In the years that follow the publication of The Autoimmune Diseases in 1963 “intense effort was put into identifying which autoantibody was characteristic of which disease.”1
In this effort, head of the Clinical Research Unit Professor Ian Mackay was “joined for a quarter of a century by Dr Senga F Whittingham, whose mastery of techniques for measuring antibodies made her an invaluable collaborator.”1
Autoimmune hepatitis antibody clue
In 1966, Whittingham discovers that 81 per cent of patients with autoimmune hepatitis have autoantibodies that bind to a type of muscle fibre called smooth muscle.
As Nossal later explained:
“Now, autoimmune hepatitis is in no way a muscle disease. The antibodies reacted with the insides of the smooth muscle cells as studied in a thin slice or section of the muscle put under the microscope. In this case the antibody is not the cause of the disease, it is simply a marker.”1
World leaders in autoimmunity
By 1967 Whittingham’s serology laboratory had been designated a World Health Organization reference laboratory for autoantibodies.
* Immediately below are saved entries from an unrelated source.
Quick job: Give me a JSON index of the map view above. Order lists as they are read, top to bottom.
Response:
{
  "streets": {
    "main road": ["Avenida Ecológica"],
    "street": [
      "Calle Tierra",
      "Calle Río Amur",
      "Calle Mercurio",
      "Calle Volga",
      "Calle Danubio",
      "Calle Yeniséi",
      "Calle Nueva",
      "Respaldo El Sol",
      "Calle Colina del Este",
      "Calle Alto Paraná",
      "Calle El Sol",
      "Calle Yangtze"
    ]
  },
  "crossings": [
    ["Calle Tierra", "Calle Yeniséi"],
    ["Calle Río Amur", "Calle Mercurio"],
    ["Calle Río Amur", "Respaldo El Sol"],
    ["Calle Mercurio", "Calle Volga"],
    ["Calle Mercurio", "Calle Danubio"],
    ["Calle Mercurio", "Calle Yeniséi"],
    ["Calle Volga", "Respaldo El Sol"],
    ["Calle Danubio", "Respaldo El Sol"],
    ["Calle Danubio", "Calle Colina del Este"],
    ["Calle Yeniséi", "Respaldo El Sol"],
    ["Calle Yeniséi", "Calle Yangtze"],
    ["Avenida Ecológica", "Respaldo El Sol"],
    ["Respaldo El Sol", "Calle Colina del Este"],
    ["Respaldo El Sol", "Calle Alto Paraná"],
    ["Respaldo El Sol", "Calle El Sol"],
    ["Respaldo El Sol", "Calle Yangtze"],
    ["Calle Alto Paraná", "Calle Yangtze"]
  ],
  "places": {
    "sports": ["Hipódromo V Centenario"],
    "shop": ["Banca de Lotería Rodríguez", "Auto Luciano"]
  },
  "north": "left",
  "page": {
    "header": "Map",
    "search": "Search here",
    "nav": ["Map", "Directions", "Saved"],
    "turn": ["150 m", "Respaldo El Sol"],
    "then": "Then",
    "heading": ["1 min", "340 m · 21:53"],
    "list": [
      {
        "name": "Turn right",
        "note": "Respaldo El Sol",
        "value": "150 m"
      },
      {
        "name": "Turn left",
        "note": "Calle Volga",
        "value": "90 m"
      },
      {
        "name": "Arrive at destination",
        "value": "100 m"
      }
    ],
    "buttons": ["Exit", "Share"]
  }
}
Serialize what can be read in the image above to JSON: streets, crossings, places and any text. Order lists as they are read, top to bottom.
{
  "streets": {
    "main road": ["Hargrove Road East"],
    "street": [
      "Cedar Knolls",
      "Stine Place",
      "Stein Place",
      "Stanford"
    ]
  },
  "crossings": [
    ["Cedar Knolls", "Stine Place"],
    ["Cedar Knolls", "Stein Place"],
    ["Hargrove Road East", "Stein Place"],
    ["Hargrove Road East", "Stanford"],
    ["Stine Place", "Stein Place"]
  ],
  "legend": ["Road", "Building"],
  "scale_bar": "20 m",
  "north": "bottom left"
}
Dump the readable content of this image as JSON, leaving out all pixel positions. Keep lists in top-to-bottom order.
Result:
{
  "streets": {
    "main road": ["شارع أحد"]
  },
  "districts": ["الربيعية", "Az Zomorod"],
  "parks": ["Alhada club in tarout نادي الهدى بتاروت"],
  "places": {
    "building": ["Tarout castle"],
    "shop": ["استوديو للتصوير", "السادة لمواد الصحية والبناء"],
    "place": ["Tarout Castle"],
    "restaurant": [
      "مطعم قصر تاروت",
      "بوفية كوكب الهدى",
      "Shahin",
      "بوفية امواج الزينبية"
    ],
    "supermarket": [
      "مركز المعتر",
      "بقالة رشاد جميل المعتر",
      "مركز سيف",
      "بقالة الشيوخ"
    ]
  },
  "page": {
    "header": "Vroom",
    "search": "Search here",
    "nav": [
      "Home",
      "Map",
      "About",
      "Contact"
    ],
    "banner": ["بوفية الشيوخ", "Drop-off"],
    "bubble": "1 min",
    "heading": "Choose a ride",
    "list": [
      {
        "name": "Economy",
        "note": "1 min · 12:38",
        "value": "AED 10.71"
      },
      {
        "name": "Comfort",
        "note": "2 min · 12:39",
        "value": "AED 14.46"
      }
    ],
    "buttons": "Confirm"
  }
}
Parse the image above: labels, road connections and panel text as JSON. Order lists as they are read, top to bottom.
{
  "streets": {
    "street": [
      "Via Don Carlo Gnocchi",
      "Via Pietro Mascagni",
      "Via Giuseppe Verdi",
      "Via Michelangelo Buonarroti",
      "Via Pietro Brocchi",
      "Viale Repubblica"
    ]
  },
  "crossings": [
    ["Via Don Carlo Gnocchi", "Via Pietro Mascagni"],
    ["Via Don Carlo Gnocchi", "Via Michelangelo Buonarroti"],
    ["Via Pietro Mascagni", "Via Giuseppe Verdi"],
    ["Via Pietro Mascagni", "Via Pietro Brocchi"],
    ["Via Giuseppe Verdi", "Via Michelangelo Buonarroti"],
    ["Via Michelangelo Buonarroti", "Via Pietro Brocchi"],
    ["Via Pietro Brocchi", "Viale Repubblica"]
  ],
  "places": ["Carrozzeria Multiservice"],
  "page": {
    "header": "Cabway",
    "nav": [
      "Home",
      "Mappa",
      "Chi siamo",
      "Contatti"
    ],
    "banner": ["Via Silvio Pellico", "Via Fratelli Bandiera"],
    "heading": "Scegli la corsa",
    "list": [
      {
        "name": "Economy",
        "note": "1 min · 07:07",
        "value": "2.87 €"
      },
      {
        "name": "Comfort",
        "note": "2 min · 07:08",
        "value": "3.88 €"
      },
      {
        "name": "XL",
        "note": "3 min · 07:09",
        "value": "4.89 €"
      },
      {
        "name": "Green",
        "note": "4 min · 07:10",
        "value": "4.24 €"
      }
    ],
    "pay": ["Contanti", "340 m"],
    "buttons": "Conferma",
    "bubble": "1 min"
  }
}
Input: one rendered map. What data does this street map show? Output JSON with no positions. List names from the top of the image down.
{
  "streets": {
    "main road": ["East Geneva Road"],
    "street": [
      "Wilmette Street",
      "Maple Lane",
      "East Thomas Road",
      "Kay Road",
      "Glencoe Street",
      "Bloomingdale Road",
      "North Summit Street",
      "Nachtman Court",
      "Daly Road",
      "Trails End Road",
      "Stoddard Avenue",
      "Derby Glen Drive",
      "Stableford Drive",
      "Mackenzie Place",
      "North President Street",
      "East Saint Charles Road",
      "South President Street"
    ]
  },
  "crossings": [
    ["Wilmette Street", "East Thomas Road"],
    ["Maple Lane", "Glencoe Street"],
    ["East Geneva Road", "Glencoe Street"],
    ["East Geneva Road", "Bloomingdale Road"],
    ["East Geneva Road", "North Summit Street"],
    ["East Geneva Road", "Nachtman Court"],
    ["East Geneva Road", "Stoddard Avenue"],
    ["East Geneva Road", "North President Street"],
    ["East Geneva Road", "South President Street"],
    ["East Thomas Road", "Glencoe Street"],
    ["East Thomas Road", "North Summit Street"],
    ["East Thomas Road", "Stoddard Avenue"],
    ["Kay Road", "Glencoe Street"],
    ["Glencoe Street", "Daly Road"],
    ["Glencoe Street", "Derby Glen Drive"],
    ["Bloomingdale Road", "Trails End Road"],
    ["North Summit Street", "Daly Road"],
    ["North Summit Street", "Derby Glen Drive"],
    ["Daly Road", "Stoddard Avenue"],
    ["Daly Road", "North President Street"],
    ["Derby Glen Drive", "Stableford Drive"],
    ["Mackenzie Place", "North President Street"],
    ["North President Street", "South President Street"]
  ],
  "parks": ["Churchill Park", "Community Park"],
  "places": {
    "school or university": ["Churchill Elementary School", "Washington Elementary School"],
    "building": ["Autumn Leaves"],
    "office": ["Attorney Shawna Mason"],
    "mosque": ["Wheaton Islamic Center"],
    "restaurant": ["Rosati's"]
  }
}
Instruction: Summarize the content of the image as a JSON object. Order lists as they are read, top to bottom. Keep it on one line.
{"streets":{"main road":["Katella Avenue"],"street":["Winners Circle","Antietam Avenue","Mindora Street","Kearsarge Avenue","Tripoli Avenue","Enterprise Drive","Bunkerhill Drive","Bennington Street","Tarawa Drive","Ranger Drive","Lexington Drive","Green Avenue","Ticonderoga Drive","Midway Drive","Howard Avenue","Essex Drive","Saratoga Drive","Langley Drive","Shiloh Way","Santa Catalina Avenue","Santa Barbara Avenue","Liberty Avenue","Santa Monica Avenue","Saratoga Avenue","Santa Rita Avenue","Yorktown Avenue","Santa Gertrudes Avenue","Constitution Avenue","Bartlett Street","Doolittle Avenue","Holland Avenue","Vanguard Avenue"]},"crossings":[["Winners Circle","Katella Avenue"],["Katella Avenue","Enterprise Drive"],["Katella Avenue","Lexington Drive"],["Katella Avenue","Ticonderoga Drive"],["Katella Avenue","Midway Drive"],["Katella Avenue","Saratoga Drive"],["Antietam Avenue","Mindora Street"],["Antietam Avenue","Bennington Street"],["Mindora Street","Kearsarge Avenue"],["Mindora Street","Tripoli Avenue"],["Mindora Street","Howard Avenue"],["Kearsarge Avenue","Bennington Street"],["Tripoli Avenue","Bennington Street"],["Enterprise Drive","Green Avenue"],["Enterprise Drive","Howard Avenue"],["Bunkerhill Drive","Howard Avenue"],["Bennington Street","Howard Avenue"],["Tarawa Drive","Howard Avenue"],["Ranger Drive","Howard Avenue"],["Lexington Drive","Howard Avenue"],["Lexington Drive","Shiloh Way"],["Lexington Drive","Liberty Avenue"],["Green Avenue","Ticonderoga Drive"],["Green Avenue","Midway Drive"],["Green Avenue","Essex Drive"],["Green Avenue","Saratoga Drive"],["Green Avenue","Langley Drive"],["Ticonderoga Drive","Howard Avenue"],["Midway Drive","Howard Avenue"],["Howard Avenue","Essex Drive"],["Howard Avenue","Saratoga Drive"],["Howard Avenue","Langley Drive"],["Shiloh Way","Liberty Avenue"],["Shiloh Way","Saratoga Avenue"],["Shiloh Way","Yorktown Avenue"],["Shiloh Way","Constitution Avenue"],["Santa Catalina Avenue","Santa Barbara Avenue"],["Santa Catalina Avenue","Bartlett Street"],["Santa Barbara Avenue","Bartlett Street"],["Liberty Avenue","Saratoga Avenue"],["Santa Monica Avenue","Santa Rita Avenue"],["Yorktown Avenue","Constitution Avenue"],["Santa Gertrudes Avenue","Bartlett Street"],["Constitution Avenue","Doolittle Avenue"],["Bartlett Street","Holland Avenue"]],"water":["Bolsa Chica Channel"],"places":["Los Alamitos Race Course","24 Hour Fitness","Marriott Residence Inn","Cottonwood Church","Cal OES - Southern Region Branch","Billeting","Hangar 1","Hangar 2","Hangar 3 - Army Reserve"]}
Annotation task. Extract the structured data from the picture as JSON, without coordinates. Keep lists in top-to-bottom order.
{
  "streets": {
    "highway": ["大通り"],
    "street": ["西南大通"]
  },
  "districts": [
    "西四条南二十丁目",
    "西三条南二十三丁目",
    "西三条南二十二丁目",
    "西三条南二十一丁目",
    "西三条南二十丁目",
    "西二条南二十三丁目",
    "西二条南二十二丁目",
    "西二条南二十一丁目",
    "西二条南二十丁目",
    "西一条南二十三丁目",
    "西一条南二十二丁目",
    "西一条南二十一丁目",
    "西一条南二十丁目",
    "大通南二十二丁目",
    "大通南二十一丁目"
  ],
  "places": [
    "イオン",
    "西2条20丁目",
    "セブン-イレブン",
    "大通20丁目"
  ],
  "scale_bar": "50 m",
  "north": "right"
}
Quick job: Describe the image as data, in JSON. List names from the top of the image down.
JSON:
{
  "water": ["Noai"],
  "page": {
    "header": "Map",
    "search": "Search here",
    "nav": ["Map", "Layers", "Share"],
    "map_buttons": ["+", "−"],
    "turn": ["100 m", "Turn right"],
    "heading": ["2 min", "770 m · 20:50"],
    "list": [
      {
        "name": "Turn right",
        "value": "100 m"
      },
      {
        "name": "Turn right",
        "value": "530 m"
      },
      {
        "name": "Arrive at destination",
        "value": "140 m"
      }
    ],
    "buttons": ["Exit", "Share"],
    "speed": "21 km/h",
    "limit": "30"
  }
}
The Clinical Research Unit under Mackay, and later Professor Len Harrison, altogether identified about a dozen kinds of antibodies as characteristic of various diseases. The number has expanded enormously since then.
Nossal wrote that the laboratory made many significant contributions to better understanding autoimmune diseases and identifying autoantibodies for these diseases.
“As techniques improved, the unit mounted a frontal attack on the molecular definition of the target molecules for autoantibodies. In the mid to late 1980s this yielded a rich harvest.1
“The first molecular definition made by Jane McNeilage and Senga Whittingham was a protein… derived from a portion of the chromosomes of the nucleus known as the centromere. Antibodies to this are associated with one type, the so-called CREST variant, of a nasty disease known as scleroderma. The group was strengthened by an outstanding sabbatical leave visitor Eric Gershwin, and Ross Coppel, a card-carrying gene cloner, and a whole range of target molecules was purified. This work continued vigorously after Mackay’s retirement in March of 1987. It has made diagnosis of autoimmune syndromes much more precise.”
“In many instances, however, the autoantibodies are not the culprits, and the damaging agent is an autoimmune cytotoxic T lymphocyte.”1
This was certainly found to be the case in type 1 diabetes. A killer T cell was identified which later became the life work of Professor Len Harrison in his quest to develop a vaccine for type 1 diabetes.